New Course Forms Partnership Between Indigenous Science and Western Science

January 8, 2018 - 12:45pm

The University’s first science course co-taught by a Biology Professor and a Traditional Knowledge Keeper launched at VIU Cowichan last spring.

VIU Biology Professor Dr. Suzie Nilson and Traditional Knowledge Keeper Stella Johnny, from Quw’utsun’, taught separate knowledge on the science of plants and the environment in VIU’s Interdisciplinary Studies 211.   

The course was made possible thanks to funding from Peninsula Co-op and Buckerfield’s, as well as two anonymous donors. The donations outfitted the lab with equipment.

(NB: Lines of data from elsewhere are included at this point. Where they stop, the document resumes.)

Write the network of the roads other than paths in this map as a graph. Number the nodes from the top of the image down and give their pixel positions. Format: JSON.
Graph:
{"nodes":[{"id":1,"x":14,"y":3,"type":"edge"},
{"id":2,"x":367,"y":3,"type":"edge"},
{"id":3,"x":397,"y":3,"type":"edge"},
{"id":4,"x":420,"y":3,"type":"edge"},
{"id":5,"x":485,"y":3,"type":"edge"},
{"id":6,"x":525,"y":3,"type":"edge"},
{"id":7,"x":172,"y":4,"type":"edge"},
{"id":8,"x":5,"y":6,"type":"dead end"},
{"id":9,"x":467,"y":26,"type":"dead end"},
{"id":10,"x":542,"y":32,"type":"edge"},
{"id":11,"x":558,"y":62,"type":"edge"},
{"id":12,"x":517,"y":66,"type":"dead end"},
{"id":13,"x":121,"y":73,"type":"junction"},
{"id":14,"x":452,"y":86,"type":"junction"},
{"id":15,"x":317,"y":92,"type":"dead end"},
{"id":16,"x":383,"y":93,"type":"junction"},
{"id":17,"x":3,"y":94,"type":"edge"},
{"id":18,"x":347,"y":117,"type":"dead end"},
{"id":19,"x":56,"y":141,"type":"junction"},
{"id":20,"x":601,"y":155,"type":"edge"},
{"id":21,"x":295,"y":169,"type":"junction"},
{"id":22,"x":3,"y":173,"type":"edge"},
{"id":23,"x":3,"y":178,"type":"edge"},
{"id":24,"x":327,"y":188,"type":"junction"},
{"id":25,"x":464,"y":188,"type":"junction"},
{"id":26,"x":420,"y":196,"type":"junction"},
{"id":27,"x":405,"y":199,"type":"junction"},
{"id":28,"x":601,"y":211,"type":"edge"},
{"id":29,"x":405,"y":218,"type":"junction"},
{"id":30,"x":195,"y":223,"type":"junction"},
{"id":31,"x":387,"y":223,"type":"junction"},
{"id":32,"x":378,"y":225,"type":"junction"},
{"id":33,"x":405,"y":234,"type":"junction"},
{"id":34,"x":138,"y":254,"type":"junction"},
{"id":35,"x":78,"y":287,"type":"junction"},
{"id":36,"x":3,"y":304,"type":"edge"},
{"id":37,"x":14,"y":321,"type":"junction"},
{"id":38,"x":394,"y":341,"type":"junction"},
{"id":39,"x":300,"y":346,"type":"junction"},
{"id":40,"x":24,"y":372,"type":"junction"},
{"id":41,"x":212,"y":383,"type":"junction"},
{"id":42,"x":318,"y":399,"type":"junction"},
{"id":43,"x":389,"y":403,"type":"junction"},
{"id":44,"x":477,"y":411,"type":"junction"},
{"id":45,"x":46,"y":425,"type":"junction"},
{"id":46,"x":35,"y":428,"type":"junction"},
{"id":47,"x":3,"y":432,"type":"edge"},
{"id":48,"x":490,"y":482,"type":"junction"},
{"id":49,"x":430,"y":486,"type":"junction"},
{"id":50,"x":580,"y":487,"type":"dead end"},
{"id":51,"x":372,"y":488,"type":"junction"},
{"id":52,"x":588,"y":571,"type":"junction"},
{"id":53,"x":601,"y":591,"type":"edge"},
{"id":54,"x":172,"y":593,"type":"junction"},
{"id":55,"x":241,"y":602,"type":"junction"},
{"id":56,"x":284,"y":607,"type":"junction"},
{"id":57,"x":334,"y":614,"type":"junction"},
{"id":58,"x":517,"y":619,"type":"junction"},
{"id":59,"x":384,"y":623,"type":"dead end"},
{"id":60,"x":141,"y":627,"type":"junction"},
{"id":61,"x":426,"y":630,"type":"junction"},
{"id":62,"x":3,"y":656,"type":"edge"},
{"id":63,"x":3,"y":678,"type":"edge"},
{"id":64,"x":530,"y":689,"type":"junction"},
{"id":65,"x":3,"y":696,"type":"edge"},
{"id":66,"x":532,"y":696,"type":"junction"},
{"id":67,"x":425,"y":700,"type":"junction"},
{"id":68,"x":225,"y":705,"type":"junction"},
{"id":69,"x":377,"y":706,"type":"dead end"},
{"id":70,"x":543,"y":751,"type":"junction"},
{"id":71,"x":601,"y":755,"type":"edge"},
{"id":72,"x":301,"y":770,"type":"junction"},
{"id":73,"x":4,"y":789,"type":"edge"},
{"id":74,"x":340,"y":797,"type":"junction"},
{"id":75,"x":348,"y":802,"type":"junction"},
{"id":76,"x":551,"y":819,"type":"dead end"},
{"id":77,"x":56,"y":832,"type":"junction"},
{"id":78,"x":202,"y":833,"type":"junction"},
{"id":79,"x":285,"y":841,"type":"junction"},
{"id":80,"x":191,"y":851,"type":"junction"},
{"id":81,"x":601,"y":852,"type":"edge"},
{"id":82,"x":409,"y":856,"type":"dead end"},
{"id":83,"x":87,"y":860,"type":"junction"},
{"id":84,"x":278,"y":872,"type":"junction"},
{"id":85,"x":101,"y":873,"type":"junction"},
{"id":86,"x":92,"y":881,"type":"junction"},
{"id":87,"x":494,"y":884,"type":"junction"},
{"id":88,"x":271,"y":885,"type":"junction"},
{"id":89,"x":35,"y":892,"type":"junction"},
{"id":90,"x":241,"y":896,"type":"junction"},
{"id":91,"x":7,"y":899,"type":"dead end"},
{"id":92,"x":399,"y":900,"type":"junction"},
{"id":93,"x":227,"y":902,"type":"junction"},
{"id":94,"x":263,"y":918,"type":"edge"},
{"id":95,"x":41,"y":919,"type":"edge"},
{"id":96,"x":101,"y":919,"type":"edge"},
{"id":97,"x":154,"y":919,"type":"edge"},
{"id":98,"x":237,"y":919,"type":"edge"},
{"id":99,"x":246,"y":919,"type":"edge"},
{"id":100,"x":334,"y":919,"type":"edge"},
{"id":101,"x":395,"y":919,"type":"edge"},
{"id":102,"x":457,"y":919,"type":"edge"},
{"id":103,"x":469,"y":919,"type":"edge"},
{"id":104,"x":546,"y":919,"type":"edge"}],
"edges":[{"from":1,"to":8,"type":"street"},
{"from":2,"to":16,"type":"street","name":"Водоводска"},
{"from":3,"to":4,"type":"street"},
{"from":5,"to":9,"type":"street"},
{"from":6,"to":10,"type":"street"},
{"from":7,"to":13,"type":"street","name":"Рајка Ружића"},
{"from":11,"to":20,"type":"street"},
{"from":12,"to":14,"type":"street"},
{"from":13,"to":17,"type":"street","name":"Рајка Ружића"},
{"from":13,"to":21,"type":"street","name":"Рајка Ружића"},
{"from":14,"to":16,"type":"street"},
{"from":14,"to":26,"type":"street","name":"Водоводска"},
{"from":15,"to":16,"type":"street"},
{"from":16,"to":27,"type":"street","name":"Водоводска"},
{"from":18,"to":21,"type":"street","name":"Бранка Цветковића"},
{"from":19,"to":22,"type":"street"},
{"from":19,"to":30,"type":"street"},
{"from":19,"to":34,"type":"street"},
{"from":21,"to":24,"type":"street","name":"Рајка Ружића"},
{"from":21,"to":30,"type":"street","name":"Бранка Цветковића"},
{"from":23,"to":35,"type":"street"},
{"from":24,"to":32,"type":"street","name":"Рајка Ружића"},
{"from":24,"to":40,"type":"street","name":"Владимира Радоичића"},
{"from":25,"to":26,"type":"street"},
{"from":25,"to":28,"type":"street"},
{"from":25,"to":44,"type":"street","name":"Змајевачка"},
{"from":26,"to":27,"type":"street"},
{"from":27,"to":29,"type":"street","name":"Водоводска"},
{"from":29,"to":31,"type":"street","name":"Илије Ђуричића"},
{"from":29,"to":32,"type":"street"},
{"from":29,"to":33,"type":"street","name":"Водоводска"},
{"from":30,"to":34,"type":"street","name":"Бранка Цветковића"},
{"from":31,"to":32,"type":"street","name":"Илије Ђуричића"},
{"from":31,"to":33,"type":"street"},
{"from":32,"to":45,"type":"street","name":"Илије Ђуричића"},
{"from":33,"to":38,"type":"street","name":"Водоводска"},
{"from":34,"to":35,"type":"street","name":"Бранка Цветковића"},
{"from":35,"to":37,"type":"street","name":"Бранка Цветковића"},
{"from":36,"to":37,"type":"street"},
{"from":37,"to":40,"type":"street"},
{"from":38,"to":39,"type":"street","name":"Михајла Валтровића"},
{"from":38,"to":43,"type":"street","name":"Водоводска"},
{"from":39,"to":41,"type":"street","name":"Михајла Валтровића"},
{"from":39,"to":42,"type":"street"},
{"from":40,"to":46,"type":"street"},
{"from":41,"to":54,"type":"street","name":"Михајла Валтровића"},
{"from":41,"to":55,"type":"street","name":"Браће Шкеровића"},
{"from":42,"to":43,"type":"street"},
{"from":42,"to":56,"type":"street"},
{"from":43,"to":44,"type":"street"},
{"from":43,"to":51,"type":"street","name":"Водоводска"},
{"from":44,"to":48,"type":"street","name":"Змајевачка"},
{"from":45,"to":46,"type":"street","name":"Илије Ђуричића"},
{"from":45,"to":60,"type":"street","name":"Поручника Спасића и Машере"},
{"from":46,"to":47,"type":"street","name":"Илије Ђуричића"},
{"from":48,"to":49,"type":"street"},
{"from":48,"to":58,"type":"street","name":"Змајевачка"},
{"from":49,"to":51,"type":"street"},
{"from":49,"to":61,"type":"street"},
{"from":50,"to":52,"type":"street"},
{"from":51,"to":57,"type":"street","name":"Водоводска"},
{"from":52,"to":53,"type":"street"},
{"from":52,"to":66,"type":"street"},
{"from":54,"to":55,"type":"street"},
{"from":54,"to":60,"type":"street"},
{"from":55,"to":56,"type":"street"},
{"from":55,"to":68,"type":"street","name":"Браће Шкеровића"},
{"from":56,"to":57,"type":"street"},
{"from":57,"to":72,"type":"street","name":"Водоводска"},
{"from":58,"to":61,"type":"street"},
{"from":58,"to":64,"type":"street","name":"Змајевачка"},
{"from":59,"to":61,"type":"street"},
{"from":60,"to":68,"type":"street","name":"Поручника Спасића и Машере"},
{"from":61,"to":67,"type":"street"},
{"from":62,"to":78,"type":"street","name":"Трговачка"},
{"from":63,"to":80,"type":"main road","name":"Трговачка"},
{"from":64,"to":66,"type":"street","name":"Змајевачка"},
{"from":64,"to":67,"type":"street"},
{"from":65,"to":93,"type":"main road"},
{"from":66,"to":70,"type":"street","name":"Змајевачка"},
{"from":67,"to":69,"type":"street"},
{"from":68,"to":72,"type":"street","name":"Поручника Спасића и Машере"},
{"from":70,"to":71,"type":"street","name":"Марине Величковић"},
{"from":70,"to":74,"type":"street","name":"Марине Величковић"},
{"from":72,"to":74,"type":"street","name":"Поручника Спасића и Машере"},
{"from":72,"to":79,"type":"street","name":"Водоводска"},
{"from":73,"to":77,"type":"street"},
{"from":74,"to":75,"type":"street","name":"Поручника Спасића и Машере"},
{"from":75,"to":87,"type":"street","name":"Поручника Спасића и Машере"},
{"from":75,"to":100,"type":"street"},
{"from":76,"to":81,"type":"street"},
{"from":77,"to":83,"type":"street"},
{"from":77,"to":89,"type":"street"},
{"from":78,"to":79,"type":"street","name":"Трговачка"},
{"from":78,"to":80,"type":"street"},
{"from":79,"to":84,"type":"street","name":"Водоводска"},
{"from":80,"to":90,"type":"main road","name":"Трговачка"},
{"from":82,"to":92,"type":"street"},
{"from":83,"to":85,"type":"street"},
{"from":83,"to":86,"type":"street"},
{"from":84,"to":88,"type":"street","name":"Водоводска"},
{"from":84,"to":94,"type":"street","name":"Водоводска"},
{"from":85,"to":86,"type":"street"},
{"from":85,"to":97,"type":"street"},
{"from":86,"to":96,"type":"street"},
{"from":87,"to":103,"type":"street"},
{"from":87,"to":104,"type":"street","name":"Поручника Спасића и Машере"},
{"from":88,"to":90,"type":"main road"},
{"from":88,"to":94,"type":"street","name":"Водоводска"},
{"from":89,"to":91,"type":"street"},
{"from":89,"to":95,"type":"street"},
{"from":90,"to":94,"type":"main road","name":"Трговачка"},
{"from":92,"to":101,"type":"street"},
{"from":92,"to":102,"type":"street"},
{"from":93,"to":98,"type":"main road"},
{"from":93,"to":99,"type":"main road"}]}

The concept began a decade ago when Nilson and Delores Louise, a VIU Elder-in-Residence, began meeting to talk about what could be done to bring Indigenous and Western concepts of learning and knowing science together.

During the semester, Johnny and Nilson taught on the same topics relative to plants and the environment. Indigenous science about plants was shared by Johnny through teachings and stories. Western science included standard methods with topics about plants, the environment and health. The lab component of the course included working with cedar bark, medicine walks, learning about microscopy, photosynthesis and testing plant medicines on bacterial populations. 

While teaching, Johnny and Nilson respectfully learned from one other, and joined the students in appreciation of the support and contribution of Elders in the community who shared the same interest. The course will be offered again at VIU Cowichan in January 2018.